Directions -
Some lines in the entries contain the word "edges". Copy all of them.

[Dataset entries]
• • • • •
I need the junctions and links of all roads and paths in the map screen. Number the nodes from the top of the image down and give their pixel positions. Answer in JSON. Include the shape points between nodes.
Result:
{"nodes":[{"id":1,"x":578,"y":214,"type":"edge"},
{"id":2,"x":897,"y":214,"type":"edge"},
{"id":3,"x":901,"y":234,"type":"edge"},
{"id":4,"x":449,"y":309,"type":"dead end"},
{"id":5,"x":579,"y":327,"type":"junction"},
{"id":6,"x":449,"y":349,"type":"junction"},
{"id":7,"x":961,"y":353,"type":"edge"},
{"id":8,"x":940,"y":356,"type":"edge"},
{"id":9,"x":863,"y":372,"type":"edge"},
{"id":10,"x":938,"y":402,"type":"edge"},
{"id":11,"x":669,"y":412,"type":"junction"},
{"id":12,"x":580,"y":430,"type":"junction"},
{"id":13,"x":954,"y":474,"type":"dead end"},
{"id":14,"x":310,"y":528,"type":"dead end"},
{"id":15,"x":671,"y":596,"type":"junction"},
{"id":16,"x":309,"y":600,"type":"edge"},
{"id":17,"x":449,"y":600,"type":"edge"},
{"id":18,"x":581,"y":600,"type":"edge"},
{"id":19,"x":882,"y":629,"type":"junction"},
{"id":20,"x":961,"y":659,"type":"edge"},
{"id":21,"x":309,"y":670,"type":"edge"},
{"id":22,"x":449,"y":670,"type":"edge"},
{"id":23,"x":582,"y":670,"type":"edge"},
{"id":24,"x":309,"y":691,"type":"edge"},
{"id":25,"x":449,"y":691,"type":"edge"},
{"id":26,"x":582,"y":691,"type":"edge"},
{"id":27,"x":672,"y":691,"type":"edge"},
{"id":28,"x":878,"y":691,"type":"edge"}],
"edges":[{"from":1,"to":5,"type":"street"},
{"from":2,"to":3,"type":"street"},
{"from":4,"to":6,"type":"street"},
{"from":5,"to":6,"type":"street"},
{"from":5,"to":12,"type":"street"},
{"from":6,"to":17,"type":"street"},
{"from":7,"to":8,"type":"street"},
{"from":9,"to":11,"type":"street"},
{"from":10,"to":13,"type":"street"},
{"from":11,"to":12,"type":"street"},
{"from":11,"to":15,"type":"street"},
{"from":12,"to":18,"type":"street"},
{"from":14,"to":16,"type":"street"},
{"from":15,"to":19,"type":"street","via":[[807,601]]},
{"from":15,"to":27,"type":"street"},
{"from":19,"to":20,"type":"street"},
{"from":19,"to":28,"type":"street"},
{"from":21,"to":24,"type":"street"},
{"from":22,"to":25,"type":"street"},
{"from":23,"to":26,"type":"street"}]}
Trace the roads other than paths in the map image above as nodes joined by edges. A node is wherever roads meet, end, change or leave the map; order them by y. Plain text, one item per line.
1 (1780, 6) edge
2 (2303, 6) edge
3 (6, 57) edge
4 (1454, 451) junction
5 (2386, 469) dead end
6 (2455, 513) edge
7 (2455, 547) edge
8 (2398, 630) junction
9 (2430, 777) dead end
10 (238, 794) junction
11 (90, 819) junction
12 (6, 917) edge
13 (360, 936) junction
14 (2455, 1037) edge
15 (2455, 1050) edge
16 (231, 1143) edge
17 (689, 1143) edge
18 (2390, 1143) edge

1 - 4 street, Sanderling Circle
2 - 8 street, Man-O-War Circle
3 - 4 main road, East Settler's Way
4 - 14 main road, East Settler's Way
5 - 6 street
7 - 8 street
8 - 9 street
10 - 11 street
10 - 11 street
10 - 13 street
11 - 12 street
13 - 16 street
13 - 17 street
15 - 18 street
• • • • •
Solution for this exercise -
"edges":[{"from":1,"to":5,"type":"street"},
Trace the roads other than paths in the map image above as nodes joined by edges. A node is wherever roads meet, end, change or leave the map; order them by y. Plain text, one item per line.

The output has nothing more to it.